§ What you are asked to do: The required result is every line of the records that includes "العربي".

[Collected data entries]
● ● ● ● ●
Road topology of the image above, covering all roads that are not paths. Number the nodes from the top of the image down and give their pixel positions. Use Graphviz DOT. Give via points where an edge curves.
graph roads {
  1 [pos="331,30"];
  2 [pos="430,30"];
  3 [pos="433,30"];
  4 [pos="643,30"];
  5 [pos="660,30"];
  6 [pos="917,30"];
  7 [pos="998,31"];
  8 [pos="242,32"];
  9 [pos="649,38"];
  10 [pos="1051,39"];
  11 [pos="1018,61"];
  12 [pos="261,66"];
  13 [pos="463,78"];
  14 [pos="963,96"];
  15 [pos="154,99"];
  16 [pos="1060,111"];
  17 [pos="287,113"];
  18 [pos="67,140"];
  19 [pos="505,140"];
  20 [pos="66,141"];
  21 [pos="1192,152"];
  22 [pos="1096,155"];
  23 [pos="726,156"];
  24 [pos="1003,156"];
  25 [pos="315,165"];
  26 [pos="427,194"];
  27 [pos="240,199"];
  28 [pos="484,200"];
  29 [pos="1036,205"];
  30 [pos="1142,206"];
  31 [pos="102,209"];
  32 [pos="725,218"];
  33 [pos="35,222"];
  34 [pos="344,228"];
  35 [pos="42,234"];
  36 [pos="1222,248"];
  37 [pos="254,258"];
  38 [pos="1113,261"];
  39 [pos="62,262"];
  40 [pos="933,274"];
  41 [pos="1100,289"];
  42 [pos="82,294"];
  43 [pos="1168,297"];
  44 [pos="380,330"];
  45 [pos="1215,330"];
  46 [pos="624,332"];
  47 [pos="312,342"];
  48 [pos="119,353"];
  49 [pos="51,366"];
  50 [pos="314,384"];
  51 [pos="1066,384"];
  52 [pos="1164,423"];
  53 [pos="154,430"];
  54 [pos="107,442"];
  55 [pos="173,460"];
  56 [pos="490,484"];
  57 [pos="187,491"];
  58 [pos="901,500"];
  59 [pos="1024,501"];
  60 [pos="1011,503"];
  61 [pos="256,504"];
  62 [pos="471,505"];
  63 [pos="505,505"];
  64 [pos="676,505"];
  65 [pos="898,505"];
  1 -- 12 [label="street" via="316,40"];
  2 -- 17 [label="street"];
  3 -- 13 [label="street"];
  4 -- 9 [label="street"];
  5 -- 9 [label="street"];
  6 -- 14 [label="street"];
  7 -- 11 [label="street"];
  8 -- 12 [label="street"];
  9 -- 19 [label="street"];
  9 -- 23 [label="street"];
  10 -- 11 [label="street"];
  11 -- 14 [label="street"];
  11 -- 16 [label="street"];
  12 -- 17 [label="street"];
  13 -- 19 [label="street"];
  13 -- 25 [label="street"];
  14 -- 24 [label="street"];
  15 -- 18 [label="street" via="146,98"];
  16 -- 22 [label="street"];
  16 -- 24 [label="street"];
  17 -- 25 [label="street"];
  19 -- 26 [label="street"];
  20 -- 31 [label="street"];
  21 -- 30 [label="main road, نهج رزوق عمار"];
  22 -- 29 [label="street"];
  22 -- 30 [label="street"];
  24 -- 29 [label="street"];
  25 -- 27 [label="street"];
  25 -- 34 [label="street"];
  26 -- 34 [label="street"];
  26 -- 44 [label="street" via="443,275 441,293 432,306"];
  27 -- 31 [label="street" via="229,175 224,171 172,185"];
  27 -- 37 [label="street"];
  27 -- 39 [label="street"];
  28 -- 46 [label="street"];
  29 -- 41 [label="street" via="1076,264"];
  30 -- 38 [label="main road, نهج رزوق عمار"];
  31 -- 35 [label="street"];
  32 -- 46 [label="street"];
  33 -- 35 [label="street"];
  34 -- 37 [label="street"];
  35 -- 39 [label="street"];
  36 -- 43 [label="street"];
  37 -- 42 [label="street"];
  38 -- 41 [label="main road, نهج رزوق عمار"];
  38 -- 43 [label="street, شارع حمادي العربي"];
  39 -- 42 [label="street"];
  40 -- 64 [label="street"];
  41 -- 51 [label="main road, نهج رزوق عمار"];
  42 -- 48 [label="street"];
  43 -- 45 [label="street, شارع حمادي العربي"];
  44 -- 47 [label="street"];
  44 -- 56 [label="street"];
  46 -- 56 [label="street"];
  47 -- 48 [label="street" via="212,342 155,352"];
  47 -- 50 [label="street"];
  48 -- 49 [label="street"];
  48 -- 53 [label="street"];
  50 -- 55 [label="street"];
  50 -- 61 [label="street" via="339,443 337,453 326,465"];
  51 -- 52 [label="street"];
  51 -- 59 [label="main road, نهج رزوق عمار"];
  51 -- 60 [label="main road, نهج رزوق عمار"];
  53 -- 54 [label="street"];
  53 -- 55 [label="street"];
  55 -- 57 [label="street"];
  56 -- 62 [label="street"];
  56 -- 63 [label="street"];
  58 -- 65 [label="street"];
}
● ● ● ● ●
§ Written solution:
  38 -- 43 [label="street, شارع حمادي العربي"];
  43 -- 45 [label="street, شارع حمادي العربي"];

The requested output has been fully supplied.